“Novo normal” é uma expressão cunhada por Mohamed El-Erian para caracterizar o fato de que esta crise não é como as que vivemos nas últimas décadas, com repercussões basicamente cíclicas, mas uma crise que provocará uma ruptura estrutural: quando ela passar e as coisas voltarem ao normal, esse não vai ser o mesmo normal de antes. Não reconhecer isso é arriscar a surpresa de se planejar para a volta do normal anterior e se descobrir numa realidade bem diferente.
A última crise econômica que provocou uma mudança semelhante foi a Grande Depressão. À semelhança do que ocorre hoje, a saída para aquela crise também passou por uma política econômica anticíclica e, de forma geral, por mais intervenção estatal na economia. O maior ativismo estatal não ficaria restrito, porém, ao período da crise, mas se estenderia pelas décadas seguintes, com uma regulação cada vez mais estreita da atividade empresarial, refletindo a desconfiança com que a sociedade passou a encarar o livre mercado, tendência que prevaleceu até a revolução liberal liderada por Margaret Thatcher e Ronald Reagan. Ainda que o sofrimento agora seja muito menor, a mesma desconfiança está de volta.
O mundo pós-crise, se ele pode ser assim classificado, tem sido de tamanha volatilidade, que fica difícil pensar além do próximo foco de estresse. Mas alguns analistas têm especulado sobre como será esse novo normal. Alguns pontos em comum podem ser extraídos dessas análises.
O setor privado continuará no processo de desalavancagem iniciado no último par de anos, com foco nos países onde o endividamento mais cresceu nas duas décadas passadas: EUA, Espanha, Portugal, Reino Unido etc. Isso se traduzirá num aumento da poupança, com impacto deflacionário, notadamente pela dificuldade de compensar a queda do consumo pela expansão das exportações. As tensões comerciais devem crescer, especialmente se falharem os mecanismos de coordenação global criados durante a crise.

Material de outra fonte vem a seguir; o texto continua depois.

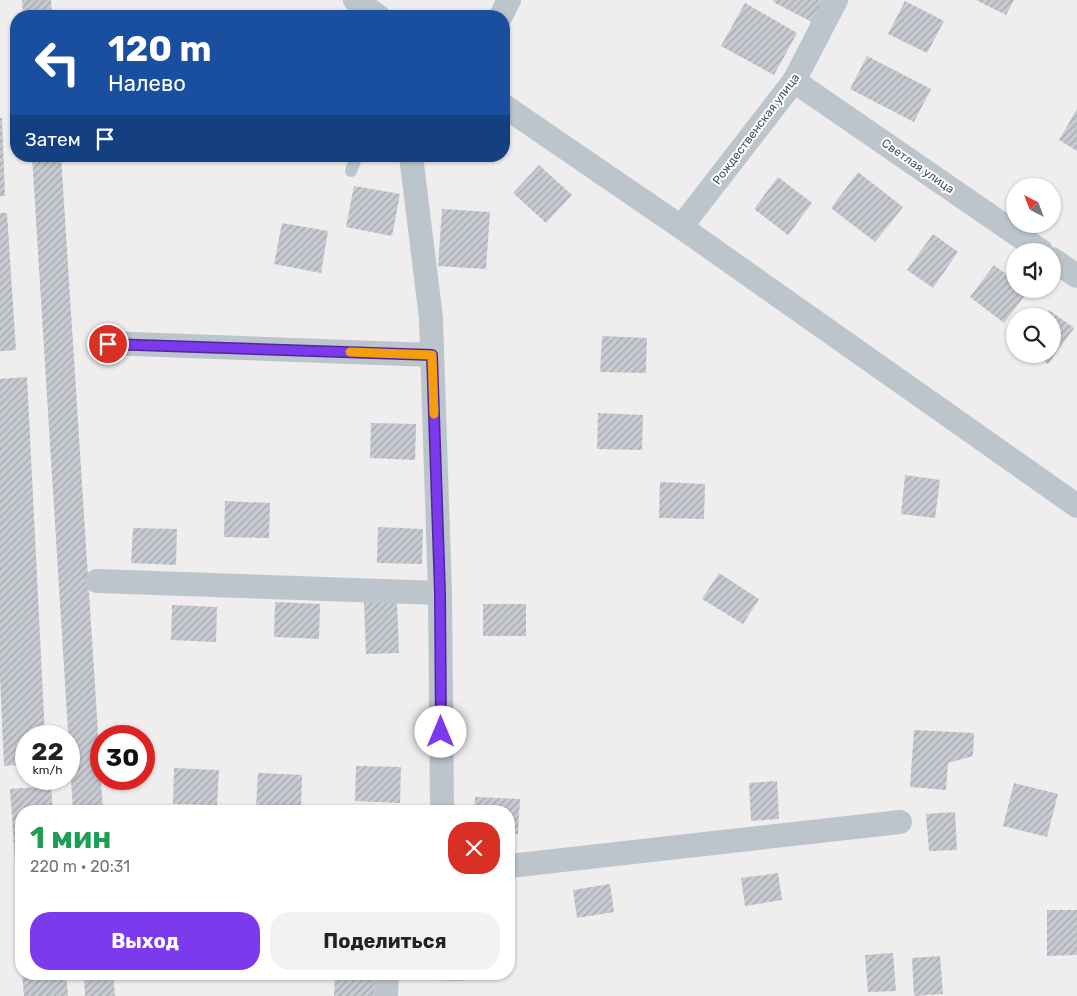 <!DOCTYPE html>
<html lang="ru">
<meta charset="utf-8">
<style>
body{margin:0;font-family:Rubik,sans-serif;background:#f2f2f2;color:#222;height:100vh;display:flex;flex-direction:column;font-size:19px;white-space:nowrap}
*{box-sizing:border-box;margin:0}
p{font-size:16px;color:#767676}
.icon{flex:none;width:28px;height:28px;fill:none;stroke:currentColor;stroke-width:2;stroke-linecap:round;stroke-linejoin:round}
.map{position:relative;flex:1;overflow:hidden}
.details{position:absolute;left:15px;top:805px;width:500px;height:175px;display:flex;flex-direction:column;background:#fff;border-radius:20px;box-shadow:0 1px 4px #0004}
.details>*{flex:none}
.top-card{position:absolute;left:10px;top:10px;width:500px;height:152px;border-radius:20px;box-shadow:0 1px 4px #0004;background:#1a4fa0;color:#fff;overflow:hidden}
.needle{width:32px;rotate:318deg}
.controls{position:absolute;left:1006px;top:178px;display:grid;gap:10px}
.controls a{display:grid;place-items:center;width:55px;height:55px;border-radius:50%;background:#fff;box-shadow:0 1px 4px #0004;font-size:25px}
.speed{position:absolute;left:15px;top:725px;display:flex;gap:10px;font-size:25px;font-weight:700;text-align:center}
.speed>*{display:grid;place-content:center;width:65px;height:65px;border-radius:50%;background:#fff;box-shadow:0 1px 4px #0004;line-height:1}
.speed small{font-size:12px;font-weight:400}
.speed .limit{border:8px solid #d22;background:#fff;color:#111}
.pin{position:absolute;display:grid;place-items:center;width:42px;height:42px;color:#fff;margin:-21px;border:2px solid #fff;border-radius:50%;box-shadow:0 1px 5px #0007}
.me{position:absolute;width:55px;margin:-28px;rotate:0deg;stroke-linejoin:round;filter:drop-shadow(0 0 4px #0008)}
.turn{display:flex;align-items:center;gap:18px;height:105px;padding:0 15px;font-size:22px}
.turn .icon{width:65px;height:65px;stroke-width:2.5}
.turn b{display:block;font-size:35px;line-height:42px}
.then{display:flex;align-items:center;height:48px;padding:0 15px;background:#0003;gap:10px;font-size:19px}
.round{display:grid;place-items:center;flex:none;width:52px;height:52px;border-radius:20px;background:#f2f2f2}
.summary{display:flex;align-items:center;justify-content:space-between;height:85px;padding:0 15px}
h1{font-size:30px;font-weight:700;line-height:38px;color:#1e9e55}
.primary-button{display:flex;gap:10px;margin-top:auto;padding:10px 15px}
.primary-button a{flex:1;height:58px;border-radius:20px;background:#7c3aed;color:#fff;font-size:20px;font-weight:700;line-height:58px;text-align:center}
.primary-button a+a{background:#f2f2f2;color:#222}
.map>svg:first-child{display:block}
.building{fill:url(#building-hatch)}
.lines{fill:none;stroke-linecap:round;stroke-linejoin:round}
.lane{stroke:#bcc5cc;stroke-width:12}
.street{stroke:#bcc5cc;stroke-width:24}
.route-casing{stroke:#51269a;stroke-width:12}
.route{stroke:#7c3aed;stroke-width:9}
.slow{stroke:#f59e0b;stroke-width:9}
.labels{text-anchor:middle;stroke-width:4;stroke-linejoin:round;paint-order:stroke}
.street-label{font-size:12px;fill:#47515a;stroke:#fff}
</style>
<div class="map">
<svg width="1077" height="996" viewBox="0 0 1077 996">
<defs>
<pattern id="building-hatch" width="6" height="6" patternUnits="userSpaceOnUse" patternTransform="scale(1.25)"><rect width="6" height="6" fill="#c7cad0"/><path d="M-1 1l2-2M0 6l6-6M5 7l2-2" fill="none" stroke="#a3a6ac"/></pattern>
</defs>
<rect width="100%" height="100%" fill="#f0edee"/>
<!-- building -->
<g class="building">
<path d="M22,0H51L52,16H23Z"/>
<path d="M774,0H823L812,22L773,2Z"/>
<path d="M976,0H1014L1006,15Z"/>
<path d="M905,1L944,21L927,53L888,34Z"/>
<path d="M745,3L797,33L774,75L721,46Z"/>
<path d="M867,56L931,89L914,122L850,89Z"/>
<path d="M1077,109V151L1059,140Z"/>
<path d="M0,118H2L5,196H0Z"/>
<path d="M32,156H61L103,811H73Z"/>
<path d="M539,165L572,195L546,223L513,193Z"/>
<path d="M858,172L903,207L875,242L831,208Z"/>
<path d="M778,177L812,203L788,235L754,209Z"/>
<path d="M354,186L400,194L392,236L346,227Z"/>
<path d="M442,209L490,212L486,269L438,266Z"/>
<path d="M0,213H7L16,350L0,351Z"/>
<path d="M282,223L328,231L321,273L274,264Z"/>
<path d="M933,234L958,252L933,288L907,270Z"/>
<path d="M994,265L1015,281V289H1025L1028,291L1004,323L970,297Z"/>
<path d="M1049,310L1074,328L1048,364L1034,354H1052V316H1044Z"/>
<path d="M602,336L647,338L646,373L600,372Z"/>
<path d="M27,377L45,736H26V764L4,766L0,675V379Z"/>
<path d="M598,413L643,415L642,450L597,449Z"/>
<path d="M371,423L416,424L415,460L370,458Z"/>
<path d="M905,475L940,480L935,518L901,514Z"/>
<path d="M660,482L705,484L704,519L659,518Z"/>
<path d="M225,501L270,503L269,538L224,537Z"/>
<path d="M378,527L423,529L422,564L377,563Z"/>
<path d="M133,528L177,529L176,565L131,563Z"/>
<path d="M719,573L759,599L743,624L702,599Z"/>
<path d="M397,601L399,653L366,654L364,602Z"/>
<path d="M275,602L320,604L319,639L274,637Z"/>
<rect x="483" y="604" width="43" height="32"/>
<path d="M172,605L217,607L216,642L171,640Z"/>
<path d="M914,730L974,733L973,756L948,763L946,790L910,787Z"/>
<path d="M356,766L401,767L400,803L355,801Z"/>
<path d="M174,768L219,770L217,805L173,804Z"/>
<path d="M258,773L302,775L301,810L256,809Z"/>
<path d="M777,781L779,819L751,821L749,783Z"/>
<path d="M1014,783L1058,794L1047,837L1003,826Z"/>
<path d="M51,786L53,811H21V933H20L10,789Z"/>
<path d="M475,797L520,799L518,834H509V811H474Z"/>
<path d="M955,812L957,850L929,851L926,814Z"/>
<path d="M778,873L782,900L745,906L741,878Z"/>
<path d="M610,884L614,912L577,918L573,890Z"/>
<path d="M1047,910H1077V955L1047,956Z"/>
<path d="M893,953L896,991L868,992L865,955Z"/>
<path d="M940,956L943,994L914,996L912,958Z"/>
<path d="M22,974H66L68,996H24Z"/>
<path d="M84,974H113L115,996H85Z"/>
<path d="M335,974H375L374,996H334Z"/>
<path d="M424,974H464V981L424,980Z"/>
</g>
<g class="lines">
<!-- lane -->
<path class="lane" d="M351,171L357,156"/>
<!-- street -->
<g class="street">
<path d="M355,0L378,16"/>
<path d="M501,16L509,0"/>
<path d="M794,81L1041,251"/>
<path d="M504,106L681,227L1077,506"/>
<path d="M411,156L431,318L440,593L442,811"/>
<path d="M681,227L794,81L836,0"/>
<path d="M1052,259L1077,276"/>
<path d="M108,343L432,355"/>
<path d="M97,581L440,593"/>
<path d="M509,866L900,822"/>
<path d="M386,996L387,974"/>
</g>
</g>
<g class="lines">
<!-- route casing -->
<g class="route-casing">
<path id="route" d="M108,344L432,355L440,593L441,732"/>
</g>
<!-- route -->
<use href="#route" class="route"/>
<!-- slow -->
<path class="slow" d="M350,352L432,355L434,414"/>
</g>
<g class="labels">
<!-- street labels -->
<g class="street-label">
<text transform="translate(756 129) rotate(-53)" y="4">Рождественская улица</text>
<text transform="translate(918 166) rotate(35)" y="4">Светлая улица</text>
</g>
</g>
</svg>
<div class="controls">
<a><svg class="needle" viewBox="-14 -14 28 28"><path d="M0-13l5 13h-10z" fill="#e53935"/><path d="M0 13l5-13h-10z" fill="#767676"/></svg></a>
<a><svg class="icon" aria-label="sound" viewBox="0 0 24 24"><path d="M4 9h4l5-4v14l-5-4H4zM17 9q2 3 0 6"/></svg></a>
<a><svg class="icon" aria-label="search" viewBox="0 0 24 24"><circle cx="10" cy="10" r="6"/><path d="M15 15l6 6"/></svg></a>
</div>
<div class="speed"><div>22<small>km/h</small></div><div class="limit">30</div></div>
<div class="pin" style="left:108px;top:344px;background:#d93025"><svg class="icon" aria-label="arrive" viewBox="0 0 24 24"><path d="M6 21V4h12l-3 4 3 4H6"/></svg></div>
<svg class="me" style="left:441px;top:732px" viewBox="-20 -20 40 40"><circle r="19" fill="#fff"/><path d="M0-13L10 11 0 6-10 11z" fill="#7c3aed"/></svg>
<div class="top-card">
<div class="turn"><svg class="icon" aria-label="left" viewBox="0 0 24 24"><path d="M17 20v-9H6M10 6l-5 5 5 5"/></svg><div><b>120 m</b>Налево</div></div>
<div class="then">Затем<svg class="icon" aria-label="arrive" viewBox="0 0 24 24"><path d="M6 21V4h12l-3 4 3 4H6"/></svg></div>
</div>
<section class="details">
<div class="summary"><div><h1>1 мин</h1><p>220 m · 20:31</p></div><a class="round" style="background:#d93025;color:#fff"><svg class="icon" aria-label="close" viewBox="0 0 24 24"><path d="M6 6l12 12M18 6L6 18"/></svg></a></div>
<div class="primary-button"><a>Выход</a><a>Поделиться</a></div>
</section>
</div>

A crise europeia vai levar os governos a anteciparem o fim de algumas medidas de estímulo, mas isso não será feito tão rápido quanto justificaria a sua situação fiscal, pois se terá de compensar a fraqueza da demanda privada, o que manterá o déficit público em níveis relativamente altos, ainda que cadentes. Isso acarretará a alta da razão dívida pública/PIB na maioria dos países ricos. Nos países em que esta já é elevada, como Japão, Itália e Grécia, o quadro fiscal ficará ainda mais complicado. O receio de calote nessa dívida será uma fonte recorrente de volatilidade, a qual também se alimentará da exposição dos bancos ao risco soberano, uma vez que estes, voluntária ou compulsoriamente, absorverão boa parte da nova dívida. Além disso, os cortes de gastos e as reformas para elevar a competitividade de países com grandes déficits externos podem gerar instabilidade política e contribuir para o aumento da incerteza.

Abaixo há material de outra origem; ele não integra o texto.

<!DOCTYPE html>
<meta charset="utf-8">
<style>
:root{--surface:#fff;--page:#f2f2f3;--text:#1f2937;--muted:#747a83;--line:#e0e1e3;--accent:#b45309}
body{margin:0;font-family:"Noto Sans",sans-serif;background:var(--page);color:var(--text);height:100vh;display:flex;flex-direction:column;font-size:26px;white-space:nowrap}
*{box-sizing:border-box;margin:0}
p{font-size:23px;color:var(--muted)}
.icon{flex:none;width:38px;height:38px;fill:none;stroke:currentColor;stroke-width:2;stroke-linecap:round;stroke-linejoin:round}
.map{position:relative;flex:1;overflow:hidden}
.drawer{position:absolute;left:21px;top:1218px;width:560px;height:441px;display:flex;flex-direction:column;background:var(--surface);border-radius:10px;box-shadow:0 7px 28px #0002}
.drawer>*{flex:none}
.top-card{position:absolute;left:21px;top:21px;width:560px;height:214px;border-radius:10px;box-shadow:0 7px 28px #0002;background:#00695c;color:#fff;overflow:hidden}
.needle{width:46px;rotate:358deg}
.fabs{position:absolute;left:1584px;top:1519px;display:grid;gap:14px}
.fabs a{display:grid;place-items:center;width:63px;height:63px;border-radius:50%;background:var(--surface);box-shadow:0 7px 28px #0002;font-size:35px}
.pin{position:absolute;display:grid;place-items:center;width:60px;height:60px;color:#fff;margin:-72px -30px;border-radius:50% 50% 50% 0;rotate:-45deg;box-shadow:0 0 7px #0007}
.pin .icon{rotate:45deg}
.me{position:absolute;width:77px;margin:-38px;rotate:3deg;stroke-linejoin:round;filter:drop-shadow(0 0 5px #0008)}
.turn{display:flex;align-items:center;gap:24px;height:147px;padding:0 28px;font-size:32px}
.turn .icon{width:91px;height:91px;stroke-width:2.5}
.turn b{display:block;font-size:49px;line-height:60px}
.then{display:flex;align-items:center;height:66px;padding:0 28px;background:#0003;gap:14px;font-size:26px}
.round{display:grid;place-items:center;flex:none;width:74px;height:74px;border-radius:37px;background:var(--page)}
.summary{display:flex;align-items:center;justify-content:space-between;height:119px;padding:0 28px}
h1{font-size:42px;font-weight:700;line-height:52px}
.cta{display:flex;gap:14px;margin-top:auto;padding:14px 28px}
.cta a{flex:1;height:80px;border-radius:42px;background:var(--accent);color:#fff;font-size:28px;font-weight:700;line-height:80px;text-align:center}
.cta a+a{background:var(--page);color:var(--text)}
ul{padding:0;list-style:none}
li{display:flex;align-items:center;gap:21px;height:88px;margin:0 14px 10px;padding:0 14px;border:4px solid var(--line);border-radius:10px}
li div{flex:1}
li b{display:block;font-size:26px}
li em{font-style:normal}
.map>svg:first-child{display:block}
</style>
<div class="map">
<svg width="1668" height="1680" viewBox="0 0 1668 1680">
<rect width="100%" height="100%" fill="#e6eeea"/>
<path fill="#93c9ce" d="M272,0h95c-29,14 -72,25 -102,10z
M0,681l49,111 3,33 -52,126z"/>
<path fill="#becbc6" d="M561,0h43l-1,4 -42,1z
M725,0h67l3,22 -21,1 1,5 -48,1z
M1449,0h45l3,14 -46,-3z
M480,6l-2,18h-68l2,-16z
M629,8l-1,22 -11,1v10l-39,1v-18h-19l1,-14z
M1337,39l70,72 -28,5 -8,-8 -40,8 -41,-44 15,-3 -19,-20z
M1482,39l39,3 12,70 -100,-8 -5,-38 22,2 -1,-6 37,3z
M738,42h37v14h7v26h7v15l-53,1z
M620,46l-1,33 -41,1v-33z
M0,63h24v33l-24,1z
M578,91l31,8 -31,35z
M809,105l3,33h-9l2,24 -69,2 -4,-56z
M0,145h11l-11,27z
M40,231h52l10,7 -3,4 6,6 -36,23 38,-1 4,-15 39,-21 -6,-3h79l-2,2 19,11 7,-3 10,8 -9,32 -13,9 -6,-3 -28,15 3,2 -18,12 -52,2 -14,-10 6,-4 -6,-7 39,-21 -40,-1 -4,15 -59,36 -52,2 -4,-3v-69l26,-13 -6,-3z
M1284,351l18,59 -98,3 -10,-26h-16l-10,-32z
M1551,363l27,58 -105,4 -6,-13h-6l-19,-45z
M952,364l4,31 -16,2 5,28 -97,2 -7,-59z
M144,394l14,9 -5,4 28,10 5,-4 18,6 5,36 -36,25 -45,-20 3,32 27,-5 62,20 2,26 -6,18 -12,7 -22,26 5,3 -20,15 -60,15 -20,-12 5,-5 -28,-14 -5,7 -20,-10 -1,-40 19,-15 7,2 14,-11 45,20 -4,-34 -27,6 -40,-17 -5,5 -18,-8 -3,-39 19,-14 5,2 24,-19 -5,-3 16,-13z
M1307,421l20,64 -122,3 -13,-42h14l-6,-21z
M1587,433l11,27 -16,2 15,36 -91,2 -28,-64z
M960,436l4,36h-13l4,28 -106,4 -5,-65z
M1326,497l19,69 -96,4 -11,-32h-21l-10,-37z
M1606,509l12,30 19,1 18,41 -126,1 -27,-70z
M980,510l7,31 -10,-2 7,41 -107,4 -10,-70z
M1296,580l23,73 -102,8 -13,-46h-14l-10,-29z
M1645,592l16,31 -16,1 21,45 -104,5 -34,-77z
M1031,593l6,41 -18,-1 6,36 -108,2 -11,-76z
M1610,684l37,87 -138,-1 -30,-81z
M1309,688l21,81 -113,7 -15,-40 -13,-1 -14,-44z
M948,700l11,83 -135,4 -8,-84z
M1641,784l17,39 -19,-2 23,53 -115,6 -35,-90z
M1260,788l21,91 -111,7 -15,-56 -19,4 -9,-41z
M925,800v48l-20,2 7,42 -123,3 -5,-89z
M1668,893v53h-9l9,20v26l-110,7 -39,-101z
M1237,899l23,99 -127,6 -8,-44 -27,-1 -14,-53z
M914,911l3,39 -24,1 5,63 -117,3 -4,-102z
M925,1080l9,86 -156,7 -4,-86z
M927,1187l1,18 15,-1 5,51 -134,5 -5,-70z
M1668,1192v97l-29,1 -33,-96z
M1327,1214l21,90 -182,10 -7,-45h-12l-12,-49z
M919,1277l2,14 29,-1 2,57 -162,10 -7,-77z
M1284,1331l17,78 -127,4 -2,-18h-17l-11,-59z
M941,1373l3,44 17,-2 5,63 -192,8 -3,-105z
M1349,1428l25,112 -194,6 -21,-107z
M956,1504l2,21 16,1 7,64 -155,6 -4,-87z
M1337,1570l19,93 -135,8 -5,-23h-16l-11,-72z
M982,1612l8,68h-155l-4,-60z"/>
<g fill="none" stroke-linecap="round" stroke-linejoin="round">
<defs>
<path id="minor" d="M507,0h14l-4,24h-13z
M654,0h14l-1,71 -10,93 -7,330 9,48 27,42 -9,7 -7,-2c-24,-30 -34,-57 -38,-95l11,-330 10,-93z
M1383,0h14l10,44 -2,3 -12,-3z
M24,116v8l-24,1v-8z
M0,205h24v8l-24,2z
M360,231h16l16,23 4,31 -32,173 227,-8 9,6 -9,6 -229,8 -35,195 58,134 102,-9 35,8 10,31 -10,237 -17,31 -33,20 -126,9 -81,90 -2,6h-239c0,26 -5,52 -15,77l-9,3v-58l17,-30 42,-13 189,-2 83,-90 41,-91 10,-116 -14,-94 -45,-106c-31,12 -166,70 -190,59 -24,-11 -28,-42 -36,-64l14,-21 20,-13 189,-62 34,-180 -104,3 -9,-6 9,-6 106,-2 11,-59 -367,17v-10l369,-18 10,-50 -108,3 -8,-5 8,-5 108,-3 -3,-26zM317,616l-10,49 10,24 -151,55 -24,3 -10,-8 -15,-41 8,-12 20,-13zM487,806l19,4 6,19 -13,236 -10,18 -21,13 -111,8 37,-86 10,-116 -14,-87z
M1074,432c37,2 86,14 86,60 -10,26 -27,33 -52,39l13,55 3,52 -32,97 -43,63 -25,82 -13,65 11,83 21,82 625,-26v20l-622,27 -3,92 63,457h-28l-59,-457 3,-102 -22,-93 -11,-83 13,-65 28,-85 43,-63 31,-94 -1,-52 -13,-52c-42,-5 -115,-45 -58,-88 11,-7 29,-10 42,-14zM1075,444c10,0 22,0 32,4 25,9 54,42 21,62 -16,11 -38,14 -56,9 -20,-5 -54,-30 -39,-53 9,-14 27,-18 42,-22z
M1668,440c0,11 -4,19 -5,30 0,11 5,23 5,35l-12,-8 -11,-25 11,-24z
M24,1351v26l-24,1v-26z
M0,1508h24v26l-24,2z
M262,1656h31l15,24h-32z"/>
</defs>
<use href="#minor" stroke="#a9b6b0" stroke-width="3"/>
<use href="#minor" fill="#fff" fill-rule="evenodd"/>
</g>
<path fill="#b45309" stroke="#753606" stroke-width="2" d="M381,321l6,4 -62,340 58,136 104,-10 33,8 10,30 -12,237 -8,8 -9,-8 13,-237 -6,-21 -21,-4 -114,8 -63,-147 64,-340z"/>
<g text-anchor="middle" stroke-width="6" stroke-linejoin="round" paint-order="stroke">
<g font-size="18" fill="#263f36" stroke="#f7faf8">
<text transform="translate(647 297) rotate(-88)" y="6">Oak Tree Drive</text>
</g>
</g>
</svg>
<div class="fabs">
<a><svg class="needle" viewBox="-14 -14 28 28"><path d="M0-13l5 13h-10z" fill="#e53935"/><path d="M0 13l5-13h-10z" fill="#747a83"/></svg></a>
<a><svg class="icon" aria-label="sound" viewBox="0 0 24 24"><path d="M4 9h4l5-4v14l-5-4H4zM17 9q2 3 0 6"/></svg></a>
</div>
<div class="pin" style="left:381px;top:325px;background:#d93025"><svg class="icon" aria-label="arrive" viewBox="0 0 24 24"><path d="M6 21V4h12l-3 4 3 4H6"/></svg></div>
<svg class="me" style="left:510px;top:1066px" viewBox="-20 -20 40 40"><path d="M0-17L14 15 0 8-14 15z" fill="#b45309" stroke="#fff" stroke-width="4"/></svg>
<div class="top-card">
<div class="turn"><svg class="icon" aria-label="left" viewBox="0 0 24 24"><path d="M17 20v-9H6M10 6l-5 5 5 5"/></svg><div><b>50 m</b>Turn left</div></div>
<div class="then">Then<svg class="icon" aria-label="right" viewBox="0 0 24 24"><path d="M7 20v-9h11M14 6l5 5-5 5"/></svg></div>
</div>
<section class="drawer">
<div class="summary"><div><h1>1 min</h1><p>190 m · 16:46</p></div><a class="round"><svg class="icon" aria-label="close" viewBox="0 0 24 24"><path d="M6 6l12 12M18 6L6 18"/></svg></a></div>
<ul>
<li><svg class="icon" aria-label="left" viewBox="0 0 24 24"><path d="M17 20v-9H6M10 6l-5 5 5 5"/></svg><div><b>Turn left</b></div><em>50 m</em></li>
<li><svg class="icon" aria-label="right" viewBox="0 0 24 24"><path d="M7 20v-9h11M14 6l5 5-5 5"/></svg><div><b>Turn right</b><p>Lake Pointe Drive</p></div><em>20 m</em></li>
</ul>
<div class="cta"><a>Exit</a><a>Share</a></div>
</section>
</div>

A regulação e a tributação do setor financeiro devem aumentar, não necessariamente de forma racional e coordenada, por vezes reagindo mais às motivações políticas do que à análise dos tecnocratas. As propostas de autorregulação e liberalização financeira estão enterradas. Parece claro que os bancos terão de operar de forma menos alavancada e manter maiores reservas de liquidez. As grandes instituições devem ser mais intensamente supervisionadas e pagar mais impostos. Uma maior proporção dos negócios com derivativos deve passar a ser feito em bolsas, e não diretamente com os bancos.
Bancos, empresas, governos e famílias manterão elevada sua demanda por liquidez, em claro contraste com a situação pré-crise. Isso dificultará o alongamento dos prazos das dívidas de agentes mais alavancados, especialmente governos e bancos, tornando-os mais vulneráveis a crises de liquidez, mesmo para aqueles cuja solvência não esteja em questão.
Mais intervenção estatal, mais tributação, menos intermediação financeira e maior volatilidade devem frear o investimento e o aumento da produtividade, reduzindo o potencial de crescimento mundial. Seja pela falta de demanda, seja pela expansão mais lenta da capacidade de produção, o mundo vai crescer mais devagar. O desemprego vai cair dos picos recentes, mas lentamente, gerando uma perda de capital humano que também reduzirá o potencial de crescimento. Nesse ambiente, os bancos centrais tenderão a manter os juros em patamar relativamente baixo e demorarão a reverter as medidas de afrouxamento quantitativo. O risco de alta na inflação, e mesmo de estagflação, vai ser um tema recorrente.
Os países emergentes se dividirão em dois grupos. Um, que inclui partes da África, América Latina e Ásia, deve crescer menos que no pré-crise. Outro, liderado pela China, e no qual o Brasil se insere, será a nova fonte de dinamismo global. Se forem capazes de manter a disciplina que os levou a essa situação, devem ver sua influência nos fóruns multilaterais de discussão global crescer.